Saturday, March 14, 2020

South Korea Response

There are countries and areas which took early action regarding the coronavirus and, to date, have been successful in preventing it from getting a foothold, Singapore, Taiwan, Hong Kong.  There are countries which have reacted slowly and we are seeing the results, primarily in Europe, and the United States may also end up in that category.

China took late, and draconian, actions mostly impossible for many other countries, including ours, to replicate.

There is only one country where the illness began to take off but which seems to have substantially slowed the growth rate of new cases and that is South Korea.  As of this morning it has 8,086 with only 107 added in the past 24 hours.

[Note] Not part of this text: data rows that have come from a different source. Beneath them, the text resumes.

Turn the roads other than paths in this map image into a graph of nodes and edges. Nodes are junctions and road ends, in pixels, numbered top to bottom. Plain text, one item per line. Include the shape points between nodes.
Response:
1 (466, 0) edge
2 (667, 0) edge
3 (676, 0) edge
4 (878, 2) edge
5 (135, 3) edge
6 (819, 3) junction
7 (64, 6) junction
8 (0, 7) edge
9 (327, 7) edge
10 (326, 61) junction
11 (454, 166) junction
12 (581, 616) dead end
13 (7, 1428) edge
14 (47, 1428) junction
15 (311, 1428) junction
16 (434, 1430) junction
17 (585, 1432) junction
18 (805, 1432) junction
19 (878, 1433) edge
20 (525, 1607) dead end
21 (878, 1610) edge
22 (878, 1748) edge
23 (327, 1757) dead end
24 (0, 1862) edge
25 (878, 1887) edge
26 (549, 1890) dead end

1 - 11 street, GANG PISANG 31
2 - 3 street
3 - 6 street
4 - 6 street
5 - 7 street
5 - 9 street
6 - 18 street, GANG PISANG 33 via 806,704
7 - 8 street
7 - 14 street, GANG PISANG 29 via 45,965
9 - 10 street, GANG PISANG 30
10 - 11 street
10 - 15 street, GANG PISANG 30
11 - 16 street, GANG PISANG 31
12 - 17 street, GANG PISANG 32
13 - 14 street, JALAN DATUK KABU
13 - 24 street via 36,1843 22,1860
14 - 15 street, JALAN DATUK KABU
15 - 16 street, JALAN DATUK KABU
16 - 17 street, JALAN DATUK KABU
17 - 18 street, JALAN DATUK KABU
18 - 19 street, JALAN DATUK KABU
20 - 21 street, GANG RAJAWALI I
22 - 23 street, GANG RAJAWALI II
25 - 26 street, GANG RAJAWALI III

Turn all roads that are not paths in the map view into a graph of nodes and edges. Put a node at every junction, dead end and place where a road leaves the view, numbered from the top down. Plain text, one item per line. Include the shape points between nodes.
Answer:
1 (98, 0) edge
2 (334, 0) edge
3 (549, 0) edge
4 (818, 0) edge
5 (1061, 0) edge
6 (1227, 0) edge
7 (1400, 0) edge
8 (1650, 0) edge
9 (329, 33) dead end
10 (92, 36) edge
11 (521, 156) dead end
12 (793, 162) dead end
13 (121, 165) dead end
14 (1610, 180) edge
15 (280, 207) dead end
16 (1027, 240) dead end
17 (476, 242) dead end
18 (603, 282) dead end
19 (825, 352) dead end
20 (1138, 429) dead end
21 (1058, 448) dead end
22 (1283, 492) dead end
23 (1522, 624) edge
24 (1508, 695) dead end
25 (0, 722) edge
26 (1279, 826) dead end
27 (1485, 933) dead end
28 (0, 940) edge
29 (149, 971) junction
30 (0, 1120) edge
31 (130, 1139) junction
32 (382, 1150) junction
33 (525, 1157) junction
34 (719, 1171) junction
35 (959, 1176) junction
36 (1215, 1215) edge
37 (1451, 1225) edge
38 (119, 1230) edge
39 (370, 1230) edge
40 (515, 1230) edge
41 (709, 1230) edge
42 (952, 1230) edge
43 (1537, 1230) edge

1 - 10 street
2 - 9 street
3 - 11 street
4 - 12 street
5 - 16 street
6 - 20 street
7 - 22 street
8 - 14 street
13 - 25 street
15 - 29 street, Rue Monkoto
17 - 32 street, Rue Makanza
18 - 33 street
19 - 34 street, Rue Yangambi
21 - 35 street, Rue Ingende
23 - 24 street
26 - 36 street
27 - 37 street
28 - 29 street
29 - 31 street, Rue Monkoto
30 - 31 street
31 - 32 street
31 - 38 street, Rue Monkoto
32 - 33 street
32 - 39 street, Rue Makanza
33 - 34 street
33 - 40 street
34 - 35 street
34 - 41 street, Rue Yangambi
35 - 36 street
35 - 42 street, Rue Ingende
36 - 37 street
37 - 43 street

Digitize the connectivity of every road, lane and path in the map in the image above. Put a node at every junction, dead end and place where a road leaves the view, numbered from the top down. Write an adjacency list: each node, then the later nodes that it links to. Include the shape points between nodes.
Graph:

Below is a summary from another source of the actions that country has taken, along with some fortunate circumstances that have helped.  Even with that, and with a younger profile and lower risk profile of active cases, the death rate is currently at 0.9% which is nine times higher than the rate for the average flu season and five times the rate the U.S. had during its most serious recent flu season (2017-18).

Public health measures carried out. South Korea has a population of 50 million compared to 330 million in the U.S.
  • over 200,000 tests carried out since testing started; the capacity to do 20,000 tests/day with 6-24 hour turnaround times
  • the innovation of drive-through test centers
  • swift deployment of telephone consulting services and thermal cameras set up in buildings and public places to detect fever
  • dedicated centers and hospitals centralize specialized equipment and personnel, while keeping the virus out of regular hospitals
Measures after infections exploded on the third week of Feb (from fewer than 60 on Feb 19 to 3150 by Feb 29), because of a chain of infections related to crowded services by a Christian sect, the Shincheonji:
  • widespread testing of the church’s 211,000 followers – priority testing on those w/ symptoms; then testing on those who were asymptomatic to ensure they weren’t latent carriers; description from a public official, “very aggressive case isolation & case tracking”
  • helped by the cooperation of a highly centralized religious organization w/c was able to provide the location of its facilities and the personal information of its members
  • case tracking via CCTV data mining and credit use patterns
The good luck:
  • By coincidence, on Dec 2019 public health officials did a “table-top exercise” on a coronavirus outbreak
  • the sect Shincheonji targets Koreans in their 20s and 30s, so the explosion from less than a hundred to more than 3,000 occurred among a less vulnerable segment of the population
Young people may not fall gravely ill and be less vulnerable, but they can clearly spread the virus to those who are vulnerable.

Addendum: It was precisely the South Korean government’s aggressive public health effort that enabled them to keep their cities open, including Daegu, the worst-hit by the virus and thus avoid the lockdowns China and Italy have had to impose.